The Post's daily circulation dropped 17.4 percent, while Sunday circulation was down 12.3 percent from the combined circulation of both papers in the March 2008 report.

But the previous year's report included free copies provided by third parties, duplicate daily circulation from readers who took both papers, and an early Sunday Post "bulldog" edition, all of which were eliminated. Those eliminated items accounted for 49,606 of the 78,530 reduction in daily circulation and more than 50,000 of the 73,791 loss in Sunday circulation, [Denver Newspaper Agency spokesman Jim] Nolan said.

If the line about "free copies provided by third parties" sounds familiar, it should. Here's an excerpt from an April 29, 2008 Svaldi article sporting the mondo-ironic headline "Circulation Stabilizes for Post, News:"

Weekday circulation counts at both papers were about 11.4 percent lower. The Post had a daily circulation of 254,059 in March 2007, and the News had a daily circulation of 253,834.

"The biggest reason for the decline is the elimination of third-party copies," DNA spokesman Jim Nolan said.

Third-party copies are mostly hotel distribution and advertiser-paid copies distributed free to selected nonsubscribers.

And here's a passage from an October 28, 2008 Svaldi offering more straightforwardly labeled "Post, News Report Drops in Circulation:"

The elimination of advertiser-sponsored copies accounted for more than 43,000 of the decline of nearly 55,000 on Sunday, said Bill Reynolds, senior vice president of circulation at the Denver Newspaper Agency, which oversees circulation and advertising operations at both newspapers. The removal of third-party copies was less of a factor on other days, he added.

Granted, some of Nolan's latest explanations are legitimate. Around 14,000 people -- me included -- subscribed to both the Rocky and the Post, and bulldog sales accounted for a smaller amount on the weekend; it had absolutely no impact on the Monday-through-Friday figures. But the third-party-sales excuse is way past its sell-by date, and the rest of the math is so fuzzy that it could co-star in a remake of Star Trek's tribbles episode.

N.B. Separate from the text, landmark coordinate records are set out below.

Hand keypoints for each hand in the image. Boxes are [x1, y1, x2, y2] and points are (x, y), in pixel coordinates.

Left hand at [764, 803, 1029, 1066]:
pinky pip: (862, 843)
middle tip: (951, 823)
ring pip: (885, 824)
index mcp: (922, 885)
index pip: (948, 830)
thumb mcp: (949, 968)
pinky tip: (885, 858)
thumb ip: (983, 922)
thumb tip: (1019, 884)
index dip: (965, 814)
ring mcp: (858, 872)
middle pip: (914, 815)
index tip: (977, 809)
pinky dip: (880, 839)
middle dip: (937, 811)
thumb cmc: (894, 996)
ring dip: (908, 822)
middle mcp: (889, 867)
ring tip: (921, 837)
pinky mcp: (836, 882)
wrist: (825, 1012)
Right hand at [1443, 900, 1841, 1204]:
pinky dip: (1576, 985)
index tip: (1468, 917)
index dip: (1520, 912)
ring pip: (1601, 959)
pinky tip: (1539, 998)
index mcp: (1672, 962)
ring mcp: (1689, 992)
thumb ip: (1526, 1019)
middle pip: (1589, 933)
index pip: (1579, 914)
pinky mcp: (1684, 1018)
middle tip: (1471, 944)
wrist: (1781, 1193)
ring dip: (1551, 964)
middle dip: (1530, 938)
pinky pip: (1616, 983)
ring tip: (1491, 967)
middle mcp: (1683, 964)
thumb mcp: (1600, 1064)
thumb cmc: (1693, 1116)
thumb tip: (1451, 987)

Even if we accept the proposition that only 5 percent of Rocky subscribers stopped taking the Post (something that requires a major dose of gullibility), the drop-off took place over the course of a single month; the figures represent sales from February 28 to March 31. Presumably only a few Rocky subscriptions lapsed over those four weeks -- suggesting that most of the decline was caused by people who actively canceled home delivery. But thousands more subscriptions will end in the next six months -- a period that will be tracked in the next Audit Bureau of Circulations report, due in October. Whether those people resubscribe in big numbers will be much more telling, especially in the context of an economic downturn and a historical move away from print, which will probably lower circulation independent of the success of failure of the campaign to woo ex-Rocky loyalists.

Don't expect any of that to make future Post accounts about circulation, though. Even if the digits plummet another forty- or fifty-thousand, the paper will find a way to make its performance look like a triumph.